## [DIRECTIONS]
Below are some records. Copy every line in them that holds "Geon".

___ RECORDS FOR THIS EXERCISE ___

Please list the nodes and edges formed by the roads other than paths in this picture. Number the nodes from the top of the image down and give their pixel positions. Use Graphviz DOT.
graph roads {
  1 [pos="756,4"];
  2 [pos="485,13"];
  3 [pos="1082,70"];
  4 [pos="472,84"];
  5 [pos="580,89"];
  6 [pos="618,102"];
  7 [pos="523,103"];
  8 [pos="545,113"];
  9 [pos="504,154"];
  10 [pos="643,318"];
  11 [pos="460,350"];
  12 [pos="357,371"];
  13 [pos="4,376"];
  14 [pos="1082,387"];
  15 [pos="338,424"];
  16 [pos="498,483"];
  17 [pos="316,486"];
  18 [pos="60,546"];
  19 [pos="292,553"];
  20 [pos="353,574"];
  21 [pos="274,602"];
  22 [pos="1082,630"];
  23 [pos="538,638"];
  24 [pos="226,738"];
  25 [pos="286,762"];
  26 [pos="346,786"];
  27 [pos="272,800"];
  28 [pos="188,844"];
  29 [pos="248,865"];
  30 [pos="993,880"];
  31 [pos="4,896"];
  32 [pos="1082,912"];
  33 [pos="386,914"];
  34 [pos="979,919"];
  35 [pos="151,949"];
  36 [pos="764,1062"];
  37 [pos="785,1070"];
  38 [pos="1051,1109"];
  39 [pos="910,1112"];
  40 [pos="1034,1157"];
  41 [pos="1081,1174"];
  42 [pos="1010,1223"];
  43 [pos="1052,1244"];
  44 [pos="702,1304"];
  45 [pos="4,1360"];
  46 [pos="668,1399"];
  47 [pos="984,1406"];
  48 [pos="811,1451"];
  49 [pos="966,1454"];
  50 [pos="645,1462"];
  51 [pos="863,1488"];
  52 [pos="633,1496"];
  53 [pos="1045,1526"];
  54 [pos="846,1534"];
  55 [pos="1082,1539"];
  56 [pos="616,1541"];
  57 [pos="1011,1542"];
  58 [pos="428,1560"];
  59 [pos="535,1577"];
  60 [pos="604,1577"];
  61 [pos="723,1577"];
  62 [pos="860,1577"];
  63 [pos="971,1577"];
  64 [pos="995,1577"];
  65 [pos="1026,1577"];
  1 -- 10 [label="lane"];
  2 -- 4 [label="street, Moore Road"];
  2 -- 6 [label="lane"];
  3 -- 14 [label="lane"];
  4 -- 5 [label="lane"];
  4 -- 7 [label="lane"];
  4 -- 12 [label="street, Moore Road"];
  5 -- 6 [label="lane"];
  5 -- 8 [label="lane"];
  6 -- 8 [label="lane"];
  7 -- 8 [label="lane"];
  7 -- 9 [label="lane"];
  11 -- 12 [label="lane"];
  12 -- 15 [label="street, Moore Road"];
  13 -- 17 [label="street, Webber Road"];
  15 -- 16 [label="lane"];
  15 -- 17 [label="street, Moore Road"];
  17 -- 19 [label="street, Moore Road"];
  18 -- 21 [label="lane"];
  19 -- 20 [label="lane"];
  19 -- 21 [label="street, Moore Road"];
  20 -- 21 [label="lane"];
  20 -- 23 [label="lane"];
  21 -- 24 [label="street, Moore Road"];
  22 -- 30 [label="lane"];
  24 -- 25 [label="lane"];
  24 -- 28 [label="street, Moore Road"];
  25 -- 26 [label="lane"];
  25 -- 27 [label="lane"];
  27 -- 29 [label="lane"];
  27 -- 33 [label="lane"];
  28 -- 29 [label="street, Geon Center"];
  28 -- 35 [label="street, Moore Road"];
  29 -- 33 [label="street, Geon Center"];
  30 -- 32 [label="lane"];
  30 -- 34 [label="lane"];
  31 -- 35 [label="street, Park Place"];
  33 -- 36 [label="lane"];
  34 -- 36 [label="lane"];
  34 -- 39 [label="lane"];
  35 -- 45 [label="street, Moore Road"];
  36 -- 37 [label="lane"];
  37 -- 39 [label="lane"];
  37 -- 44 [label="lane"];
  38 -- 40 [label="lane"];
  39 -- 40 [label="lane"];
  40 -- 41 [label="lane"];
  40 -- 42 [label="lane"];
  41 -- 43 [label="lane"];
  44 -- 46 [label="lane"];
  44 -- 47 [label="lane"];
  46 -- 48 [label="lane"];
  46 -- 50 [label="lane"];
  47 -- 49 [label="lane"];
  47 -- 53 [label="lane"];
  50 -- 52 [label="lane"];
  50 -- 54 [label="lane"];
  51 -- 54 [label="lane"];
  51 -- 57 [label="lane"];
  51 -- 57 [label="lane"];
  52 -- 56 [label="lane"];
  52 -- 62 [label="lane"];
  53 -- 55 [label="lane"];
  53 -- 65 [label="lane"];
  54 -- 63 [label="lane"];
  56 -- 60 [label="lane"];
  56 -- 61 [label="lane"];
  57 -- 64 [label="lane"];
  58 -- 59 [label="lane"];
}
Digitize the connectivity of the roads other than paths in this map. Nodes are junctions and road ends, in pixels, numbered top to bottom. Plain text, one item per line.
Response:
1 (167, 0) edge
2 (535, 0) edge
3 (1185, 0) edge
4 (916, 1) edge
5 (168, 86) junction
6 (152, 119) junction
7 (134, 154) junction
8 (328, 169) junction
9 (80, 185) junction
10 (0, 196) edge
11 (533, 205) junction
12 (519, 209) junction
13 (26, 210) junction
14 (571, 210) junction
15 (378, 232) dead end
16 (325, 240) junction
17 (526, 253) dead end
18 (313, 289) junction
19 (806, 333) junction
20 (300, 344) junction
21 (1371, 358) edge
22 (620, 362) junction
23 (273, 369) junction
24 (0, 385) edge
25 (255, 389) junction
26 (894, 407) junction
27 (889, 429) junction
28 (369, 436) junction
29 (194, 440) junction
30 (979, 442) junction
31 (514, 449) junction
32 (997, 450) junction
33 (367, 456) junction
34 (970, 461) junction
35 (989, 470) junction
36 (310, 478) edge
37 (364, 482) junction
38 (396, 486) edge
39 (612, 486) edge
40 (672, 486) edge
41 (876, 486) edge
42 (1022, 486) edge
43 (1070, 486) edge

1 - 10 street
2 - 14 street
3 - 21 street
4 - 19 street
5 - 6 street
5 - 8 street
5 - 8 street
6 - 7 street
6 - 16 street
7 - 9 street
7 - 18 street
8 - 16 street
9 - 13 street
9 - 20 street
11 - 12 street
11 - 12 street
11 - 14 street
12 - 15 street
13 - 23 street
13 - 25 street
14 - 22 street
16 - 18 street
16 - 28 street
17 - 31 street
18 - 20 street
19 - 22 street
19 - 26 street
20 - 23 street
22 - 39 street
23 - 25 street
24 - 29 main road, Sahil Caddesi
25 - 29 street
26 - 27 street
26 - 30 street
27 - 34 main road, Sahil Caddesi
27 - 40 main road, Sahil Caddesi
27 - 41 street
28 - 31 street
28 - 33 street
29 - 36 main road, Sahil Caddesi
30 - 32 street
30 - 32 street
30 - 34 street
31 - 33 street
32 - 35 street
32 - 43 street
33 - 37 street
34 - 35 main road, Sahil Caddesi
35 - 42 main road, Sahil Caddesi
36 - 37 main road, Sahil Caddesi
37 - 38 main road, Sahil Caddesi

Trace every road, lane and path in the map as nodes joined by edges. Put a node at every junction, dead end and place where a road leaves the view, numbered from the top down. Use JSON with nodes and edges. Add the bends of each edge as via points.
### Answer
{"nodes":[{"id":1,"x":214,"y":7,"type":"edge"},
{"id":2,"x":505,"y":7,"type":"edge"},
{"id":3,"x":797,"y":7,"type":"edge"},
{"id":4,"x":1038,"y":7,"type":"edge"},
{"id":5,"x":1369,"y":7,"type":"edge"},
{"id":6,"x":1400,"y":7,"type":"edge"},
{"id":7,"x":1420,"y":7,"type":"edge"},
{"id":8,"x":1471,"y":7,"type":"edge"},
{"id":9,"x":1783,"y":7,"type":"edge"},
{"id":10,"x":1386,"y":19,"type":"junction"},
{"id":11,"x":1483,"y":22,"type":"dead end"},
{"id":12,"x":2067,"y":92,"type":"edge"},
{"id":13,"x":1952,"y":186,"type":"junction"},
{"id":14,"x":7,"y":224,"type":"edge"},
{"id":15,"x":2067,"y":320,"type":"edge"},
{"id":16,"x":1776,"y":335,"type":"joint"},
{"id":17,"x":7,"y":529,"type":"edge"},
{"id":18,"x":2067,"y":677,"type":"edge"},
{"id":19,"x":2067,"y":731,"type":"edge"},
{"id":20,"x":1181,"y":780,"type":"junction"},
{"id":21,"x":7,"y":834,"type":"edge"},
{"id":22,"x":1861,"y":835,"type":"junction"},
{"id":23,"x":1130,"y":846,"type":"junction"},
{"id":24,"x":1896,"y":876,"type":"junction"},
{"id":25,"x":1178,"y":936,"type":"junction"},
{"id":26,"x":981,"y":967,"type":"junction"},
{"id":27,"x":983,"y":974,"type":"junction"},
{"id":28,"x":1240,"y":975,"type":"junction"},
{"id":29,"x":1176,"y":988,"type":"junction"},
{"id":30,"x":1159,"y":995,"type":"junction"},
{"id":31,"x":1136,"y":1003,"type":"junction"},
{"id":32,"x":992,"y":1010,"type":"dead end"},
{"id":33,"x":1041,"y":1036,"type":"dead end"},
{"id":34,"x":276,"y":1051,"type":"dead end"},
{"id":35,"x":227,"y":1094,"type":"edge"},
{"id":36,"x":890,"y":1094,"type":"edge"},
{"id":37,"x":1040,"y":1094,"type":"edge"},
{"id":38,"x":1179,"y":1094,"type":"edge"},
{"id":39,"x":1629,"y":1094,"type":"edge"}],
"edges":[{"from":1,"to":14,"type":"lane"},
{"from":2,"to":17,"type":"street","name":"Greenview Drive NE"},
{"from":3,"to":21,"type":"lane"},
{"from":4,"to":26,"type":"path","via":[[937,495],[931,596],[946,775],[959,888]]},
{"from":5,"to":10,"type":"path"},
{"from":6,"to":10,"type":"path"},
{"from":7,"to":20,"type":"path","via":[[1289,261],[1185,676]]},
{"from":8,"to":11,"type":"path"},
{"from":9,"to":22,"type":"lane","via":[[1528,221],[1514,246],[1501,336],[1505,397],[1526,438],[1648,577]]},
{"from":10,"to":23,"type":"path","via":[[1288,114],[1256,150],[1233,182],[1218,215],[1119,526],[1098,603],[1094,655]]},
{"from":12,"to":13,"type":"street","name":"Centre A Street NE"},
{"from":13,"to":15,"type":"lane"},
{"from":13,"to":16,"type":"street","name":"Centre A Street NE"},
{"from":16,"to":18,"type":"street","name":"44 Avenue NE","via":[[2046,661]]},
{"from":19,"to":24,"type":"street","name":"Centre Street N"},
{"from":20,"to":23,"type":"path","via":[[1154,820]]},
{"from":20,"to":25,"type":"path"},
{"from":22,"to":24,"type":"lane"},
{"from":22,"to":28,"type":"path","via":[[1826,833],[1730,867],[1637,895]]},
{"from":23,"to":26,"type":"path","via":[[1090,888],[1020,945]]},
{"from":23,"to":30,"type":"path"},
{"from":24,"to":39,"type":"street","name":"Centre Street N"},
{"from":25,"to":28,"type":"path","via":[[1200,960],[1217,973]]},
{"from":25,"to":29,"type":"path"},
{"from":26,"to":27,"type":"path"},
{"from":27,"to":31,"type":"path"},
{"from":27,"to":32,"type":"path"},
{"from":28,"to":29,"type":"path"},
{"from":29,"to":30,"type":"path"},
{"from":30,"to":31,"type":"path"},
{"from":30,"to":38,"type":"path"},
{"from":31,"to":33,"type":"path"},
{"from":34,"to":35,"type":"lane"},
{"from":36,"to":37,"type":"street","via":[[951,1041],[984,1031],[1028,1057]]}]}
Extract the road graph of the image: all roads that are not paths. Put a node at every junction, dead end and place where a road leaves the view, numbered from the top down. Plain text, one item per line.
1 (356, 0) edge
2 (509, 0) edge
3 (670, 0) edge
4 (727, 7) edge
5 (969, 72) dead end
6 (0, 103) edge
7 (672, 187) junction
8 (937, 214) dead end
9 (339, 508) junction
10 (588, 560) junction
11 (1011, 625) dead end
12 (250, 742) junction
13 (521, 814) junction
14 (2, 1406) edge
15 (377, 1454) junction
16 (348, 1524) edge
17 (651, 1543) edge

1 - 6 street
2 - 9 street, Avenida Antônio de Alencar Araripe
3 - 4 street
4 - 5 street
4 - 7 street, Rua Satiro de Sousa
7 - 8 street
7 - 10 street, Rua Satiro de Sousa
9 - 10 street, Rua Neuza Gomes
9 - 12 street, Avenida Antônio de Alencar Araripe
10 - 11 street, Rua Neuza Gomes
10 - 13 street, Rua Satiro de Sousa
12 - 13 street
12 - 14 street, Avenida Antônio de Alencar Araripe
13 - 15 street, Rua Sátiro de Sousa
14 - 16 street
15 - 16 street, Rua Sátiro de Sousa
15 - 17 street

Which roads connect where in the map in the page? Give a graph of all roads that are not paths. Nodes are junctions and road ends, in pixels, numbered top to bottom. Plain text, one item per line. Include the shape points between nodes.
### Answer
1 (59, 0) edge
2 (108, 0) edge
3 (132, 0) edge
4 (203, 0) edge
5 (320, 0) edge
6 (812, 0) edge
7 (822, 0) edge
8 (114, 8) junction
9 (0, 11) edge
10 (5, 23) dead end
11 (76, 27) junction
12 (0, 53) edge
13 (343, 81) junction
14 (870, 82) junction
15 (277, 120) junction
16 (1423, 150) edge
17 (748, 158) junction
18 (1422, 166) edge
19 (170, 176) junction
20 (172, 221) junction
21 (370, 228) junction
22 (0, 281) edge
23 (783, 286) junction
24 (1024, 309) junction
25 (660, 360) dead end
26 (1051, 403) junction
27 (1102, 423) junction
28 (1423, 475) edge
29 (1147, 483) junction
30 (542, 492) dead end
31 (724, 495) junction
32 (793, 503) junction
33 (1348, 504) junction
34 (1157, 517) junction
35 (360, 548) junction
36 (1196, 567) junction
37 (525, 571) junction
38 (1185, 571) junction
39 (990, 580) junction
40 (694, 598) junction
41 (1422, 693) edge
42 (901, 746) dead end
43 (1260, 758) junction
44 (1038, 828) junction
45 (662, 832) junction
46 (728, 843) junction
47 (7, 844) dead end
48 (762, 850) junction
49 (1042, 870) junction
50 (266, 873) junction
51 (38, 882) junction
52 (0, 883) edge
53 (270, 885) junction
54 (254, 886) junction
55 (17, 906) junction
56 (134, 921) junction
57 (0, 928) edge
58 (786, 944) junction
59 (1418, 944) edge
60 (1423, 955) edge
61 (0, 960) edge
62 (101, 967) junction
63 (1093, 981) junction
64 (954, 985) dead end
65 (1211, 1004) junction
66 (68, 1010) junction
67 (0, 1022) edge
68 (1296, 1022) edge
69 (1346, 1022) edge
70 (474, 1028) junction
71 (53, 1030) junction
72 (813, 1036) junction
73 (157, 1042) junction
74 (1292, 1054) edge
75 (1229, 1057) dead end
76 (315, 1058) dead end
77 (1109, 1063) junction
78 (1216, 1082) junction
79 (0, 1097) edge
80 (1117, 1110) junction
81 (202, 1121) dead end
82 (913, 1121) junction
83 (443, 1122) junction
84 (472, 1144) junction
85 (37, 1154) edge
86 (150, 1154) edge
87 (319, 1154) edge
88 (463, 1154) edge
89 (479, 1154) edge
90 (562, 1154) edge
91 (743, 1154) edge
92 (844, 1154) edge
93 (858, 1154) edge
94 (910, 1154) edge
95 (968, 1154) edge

___

## [ANSWER SECTION]
  28 -- 29 [label="street, Geon Center"];
  29 -- 33 [label="street, Geon Center"];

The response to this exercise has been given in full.